Era curioso conducir el i3. Aceleraba muy rápido, había que tener cuidado. Un colega me contó que un trabajador había estampado uno contra la pared bajándolo del potro.

Los teníamos que conducir lentamente y con las luces de emergencia parpadeando. Eran tan silenciosos que la gente se asustaba.

—¿Y el coche este no hace ruido artificial? —le pregunté a mi amigo. Tengo entendido que es obligatorio desde hace poco.

—Hasta los 30 kph. Los ciclistas se llevan unos sustos de muerte cuando los adelantas a 45.

—¡Ostras!

Fuimos a dar una vuelta y lo mejor: ¡me dejó conducirlo!

Es una mezcla entre un deportivo descapotable capotado y un SUV. Es grande, grande y algo musculoso. Para abrir la puerta hay que apretar un botón en un lateral. Me dijo que se podía entrar sin llave con ayuda de un PIN.

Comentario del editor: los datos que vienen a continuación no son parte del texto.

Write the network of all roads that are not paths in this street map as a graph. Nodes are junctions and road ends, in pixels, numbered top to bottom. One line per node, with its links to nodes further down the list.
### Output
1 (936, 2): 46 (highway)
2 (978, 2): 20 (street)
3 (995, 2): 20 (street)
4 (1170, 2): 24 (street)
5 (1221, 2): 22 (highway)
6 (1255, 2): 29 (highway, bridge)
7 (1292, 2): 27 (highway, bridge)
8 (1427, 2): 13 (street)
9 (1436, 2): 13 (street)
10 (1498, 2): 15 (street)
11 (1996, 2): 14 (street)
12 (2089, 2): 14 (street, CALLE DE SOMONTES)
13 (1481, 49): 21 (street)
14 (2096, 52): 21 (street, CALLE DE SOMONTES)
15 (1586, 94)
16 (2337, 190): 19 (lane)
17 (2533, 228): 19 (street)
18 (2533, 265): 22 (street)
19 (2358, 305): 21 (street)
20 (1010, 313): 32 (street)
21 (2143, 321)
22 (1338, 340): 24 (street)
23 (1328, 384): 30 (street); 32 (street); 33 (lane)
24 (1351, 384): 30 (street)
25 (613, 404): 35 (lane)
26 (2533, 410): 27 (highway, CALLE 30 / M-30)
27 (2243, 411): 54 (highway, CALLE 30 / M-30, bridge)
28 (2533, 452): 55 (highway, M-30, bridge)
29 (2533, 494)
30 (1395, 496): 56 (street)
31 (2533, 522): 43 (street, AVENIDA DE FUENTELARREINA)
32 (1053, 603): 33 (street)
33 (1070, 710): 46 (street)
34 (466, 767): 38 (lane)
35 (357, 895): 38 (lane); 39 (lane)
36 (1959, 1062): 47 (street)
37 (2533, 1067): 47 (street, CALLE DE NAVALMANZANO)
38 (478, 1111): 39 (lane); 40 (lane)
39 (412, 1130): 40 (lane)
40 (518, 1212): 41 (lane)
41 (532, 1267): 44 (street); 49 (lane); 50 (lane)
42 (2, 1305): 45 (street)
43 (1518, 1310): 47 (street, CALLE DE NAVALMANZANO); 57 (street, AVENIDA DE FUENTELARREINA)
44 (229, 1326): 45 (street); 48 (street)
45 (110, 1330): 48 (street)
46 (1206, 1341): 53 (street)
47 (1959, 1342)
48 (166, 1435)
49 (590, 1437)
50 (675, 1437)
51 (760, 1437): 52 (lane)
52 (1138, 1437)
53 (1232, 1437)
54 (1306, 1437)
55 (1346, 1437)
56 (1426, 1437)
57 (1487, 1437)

Una vez dentro, lo más llamativo son las pantallas: una alargada en horizontal tras el volante y otra en plan tablet grande en vertical desde donde, con un sistema operativo sospechosamente Android, se podía manejar prácticamente todo. Engrané la directa con una ruedecita y pisé el acelerador con todo el cuidado que pude.

Es silencioso. Es raro que esté en marcha y no haga ruido.

Salimos circulando lentamente. Intermitente… normal.

Lo más llamativo es que no hay marchas. No es como en los coches automáticos, que puedes oír las marchas engranándose entre bambalinas; aquí sólo hay una primera marcha infinita. Es increíblemente raro poder estar acelerando indefinidamente.

Dimos una pequeña vuelta circulando cuidadosamente a un máximo de 50 kph. Fue una experiencia fantástica, como sentarse en un trozo de futuro que, de algún modo se había materializado a mi alrededor.

Al margen de eso, la enésima última crisis del Uncrunching está remitiendo. Apenas me duelen las lumbares y el destorcimiento en mis hombros y clavículas se está asentando y solidificando, y es increíble lo mucho y lo bien que me siento. Ayer pude tener conversaciones que disfruté muchísimo, fluyendo y sintiendo las emociones moverme y vibrar y disfrutar. Verdaderamente se siente como una nueva etapa, como un nuevo nivel de bienestar, del otro lado de esta última crisis.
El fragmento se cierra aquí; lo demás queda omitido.